Ma la distruzione di uno dei principali rifugi dei membri del vecchio regime e dei combattenti stranieri, compresi Abu Mussib al-Zarqawi e i suoi seguaci "costituirà un evento significativo", ha dichiarato Myers. E seppure alcuni di loro dovessero riuscire a sfuggirci e riprendere a combattere da altre zone, ha continuato Myers, l'offensiva avrà comunque minato la loro capacità di azione.
Il successo dell'Iraq presuppone delle componenti di sicurezza, di politica ed economiche che Myers ha affermato devono "procedere in maniera sincronizzata".
La sicurezza renderà possibile votare nelle elezioni previste per il prossimo gennaio, e lo sviluppo economico potrà prosperare in un ambiente sicuro, rendendo più difficile per i terroristi reclutare nuovi adepti.
Il Generale dell'esercito statunitense George Casey, comandante delle forze multinazionali in Iraq, ha fornito un aggiornamento sulle tattiche operative in merito ai combattimenti a Fallujah, dalla sua posizione strategica a Baghdad, prima della conferenza stampa di Rumsfeld-Myers.

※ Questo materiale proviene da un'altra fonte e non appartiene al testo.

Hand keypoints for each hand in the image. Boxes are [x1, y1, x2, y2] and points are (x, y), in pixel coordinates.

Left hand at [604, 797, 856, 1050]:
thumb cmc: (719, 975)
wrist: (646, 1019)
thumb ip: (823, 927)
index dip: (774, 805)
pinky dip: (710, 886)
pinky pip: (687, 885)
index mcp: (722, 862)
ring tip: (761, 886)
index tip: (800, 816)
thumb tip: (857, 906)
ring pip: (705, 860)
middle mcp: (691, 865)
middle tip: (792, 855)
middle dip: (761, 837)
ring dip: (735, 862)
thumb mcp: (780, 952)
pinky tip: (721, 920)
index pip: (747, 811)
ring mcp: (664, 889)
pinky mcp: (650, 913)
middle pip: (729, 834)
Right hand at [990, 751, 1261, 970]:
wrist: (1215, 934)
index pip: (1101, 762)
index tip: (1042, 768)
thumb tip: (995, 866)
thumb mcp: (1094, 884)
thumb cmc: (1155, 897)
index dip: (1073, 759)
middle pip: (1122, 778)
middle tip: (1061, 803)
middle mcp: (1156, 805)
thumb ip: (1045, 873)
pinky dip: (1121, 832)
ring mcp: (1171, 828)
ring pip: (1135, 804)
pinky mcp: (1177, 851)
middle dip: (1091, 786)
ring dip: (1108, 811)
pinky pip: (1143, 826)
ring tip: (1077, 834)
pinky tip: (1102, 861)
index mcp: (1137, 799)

Ha convenuto che l'offensiva a Fallujah sarà "un combattimento duro e difficile" e che si aspetta che si protragga per numerosi giorni.
Casey ha affermato di aspettarsi che le frange esterne dell'insurrezione cederanno facilmente, aprendo la strada per gli scontri principali che avverranno al centro della città. "Ci aspettiamo che ci attacchino con auto-bombe", ha affermato, riferendosi alle tattiche insurrezionali, aggiungendo anche che gli è stato riferito che le strade di Fallujah sono state disseminate di ordigni esplosivi rudimentali.

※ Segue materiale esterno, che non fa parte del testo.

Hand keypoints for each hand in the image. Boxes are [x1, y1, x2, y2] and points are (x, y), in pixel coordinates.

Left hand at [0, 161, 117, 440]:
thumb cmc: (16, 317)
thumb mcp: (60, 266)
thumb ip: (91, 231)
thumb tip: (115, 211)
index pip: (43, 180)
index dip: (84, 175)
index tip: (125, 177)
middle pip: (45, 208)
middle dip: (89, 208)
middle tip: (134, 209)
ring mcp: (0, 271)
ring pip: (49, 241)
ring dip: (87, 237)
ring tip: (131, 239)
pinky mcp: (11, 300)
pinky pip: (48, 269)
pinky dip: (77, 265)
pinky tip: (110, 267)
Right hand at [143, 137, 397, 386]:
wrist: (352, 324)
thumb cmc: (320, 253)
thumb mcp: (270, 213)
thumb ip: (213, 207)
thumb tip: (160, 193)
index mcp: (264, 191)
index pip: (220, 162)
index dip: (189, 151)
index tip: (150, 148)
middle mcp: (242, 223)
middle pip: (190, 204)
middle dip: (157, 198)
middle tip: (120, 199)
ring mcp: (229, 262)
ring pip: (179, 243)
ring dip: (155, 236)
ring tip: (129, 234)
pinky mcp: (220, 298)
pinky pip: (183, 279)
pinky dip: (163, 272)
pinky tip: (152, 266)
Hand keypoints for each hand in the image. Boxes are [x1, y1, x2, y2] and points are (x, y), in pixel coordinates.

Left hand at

In merito ai rischi potenziali per i cittadini di Fallujah, Casey ha affermato che lo stato d'emergenza è stato già dichiarato. I cittadini sono stati avvertiti di rimanere in casa, osservare il coprifuoco e non avvicinarsi alle finestre. I militari stanno facendo la loro parte indirizzando gli attacchi solo su bersagli militari validi, ha aggiunto Casey. Il generale ha anche dichiarato che a Fallujah sarà necessaria per un periodo la presenza delle forze di coalizione miste (statunitensi, irachene e di altre nazioni), anche dopo la conclusione delle operazioni militari. Ha dichiarato inoltre che non prevedere la necessità di potenziare le forze statunitensi presenti sul posto.

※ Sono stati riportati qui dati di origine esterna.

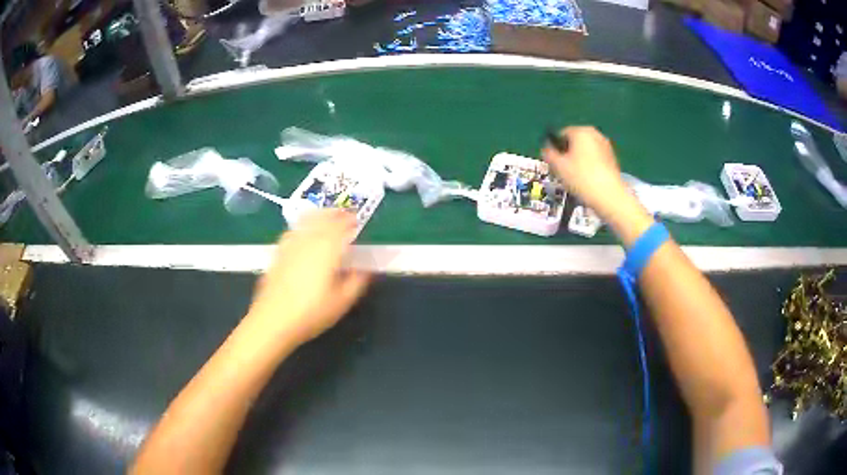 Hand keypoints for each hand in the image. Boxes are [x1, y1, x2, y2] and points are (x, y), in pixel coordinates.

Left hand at [246, 210, 370, 347]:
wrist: (273, 320)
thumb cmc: (311, 313)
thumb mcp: (342, 302)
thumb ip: (357, 282)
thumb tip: (367, 269)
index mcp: (327, 249)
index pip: (340, 225)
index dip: (350, 220)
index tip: (357, 220)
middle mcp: (308, 240)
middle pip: (321, 218)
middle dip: (334, 213)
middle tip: (343, 215)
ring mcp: (290, 245)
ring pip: (305, 222)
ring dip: (317, 216)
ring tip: (324, 218)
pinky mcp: (278, 254)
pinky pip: (293, 232)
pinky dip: (302, 227)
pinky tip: (302, 235)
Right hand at [542, 127, 631, 215]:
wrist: (609, 196)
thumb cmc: (582, 178)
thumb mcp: (559, 167)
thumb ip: (548, 154)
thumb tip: (546, 148)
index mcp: (580, 131)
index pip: (561, 134)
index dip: (554, 149)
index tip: (553, 163)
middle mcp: (594, 133)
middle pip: (574, 141)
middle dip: (567, 154)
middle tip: (562, 171)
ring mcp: (605, 145)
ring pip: (585, 150)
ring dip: (578, 160)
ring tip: (574, 177)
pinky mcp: (612, 158)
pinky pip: (595, 158)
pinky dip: (589, 165)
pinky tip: (587, 179) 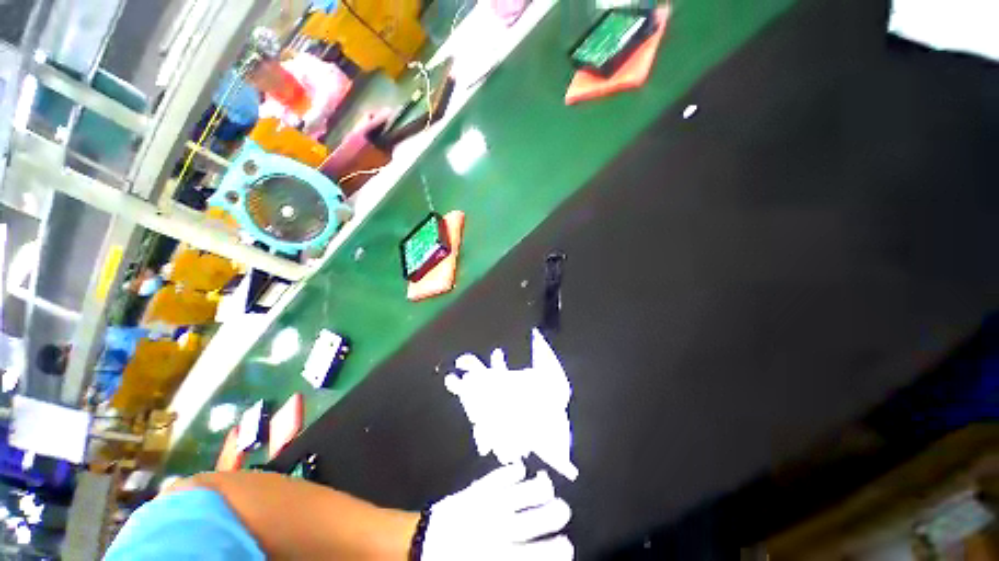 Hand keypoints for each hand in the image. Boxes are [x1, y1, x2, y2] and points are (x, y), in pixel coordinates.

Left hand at [421, 462, 573, 559]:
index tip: (567, 544)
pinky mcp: (478, 488)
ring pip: (526, 489)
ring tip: (545, 485)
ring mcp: (490, 503)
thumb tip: (538, 558)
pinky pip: (501, 474)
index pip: (545, 552)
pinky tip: (521, 469)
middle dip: (558, 512)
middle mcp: (503, 528)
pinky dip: (514, 470)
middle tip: (561, 511)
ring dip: (541, 486)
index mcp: (504, 556)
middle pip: (542, 516)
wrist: (420, 546)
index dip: (561, 548)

Gli elementi appartenenti al vecchio regime che sfidano le autorità rappresentano l' "ostacolo principale" al raggiungimento degli obiettivi strategici del governo iracheno e della coalizione, ha affermato Casey, e dunque il piano è quello di troncare le loro attività affinché "non possano mantenere i livelli di violenza che stiamo affrontando al momento", quando sarà il momento delle elezioni, il prossimo gennaio.
Anche mentre continuano le operazioni anti insurrezionali in Iraq, ha spiegato Casey, è necessario che l'addestramento delle forze irachene continui velocemente. Il numero di battaglioni dell'esercito iracheno è passato velocemente dai sei dello scorso ottobre ai dodici di oggi, ha aggiunto il generale, affermando poi che entro gennaio diventeranno 27. Al momento esistono 40 unità della Guardia Nazionale Irachena e a gennaio ce ne saranno altre cinque.
Casey ha anche indicato circa 800 progetti di sviluppo economico che si stanno realizzando in Iraq, per un investimento di 2 miliardi e mezzo di dollari. "Significa creare molti nuovi posti di lavoro, garantendo uno stipendio a tanta gente e scoraggiandola in tal modo ad unirsi agli insurrezionisti", ha spiegato.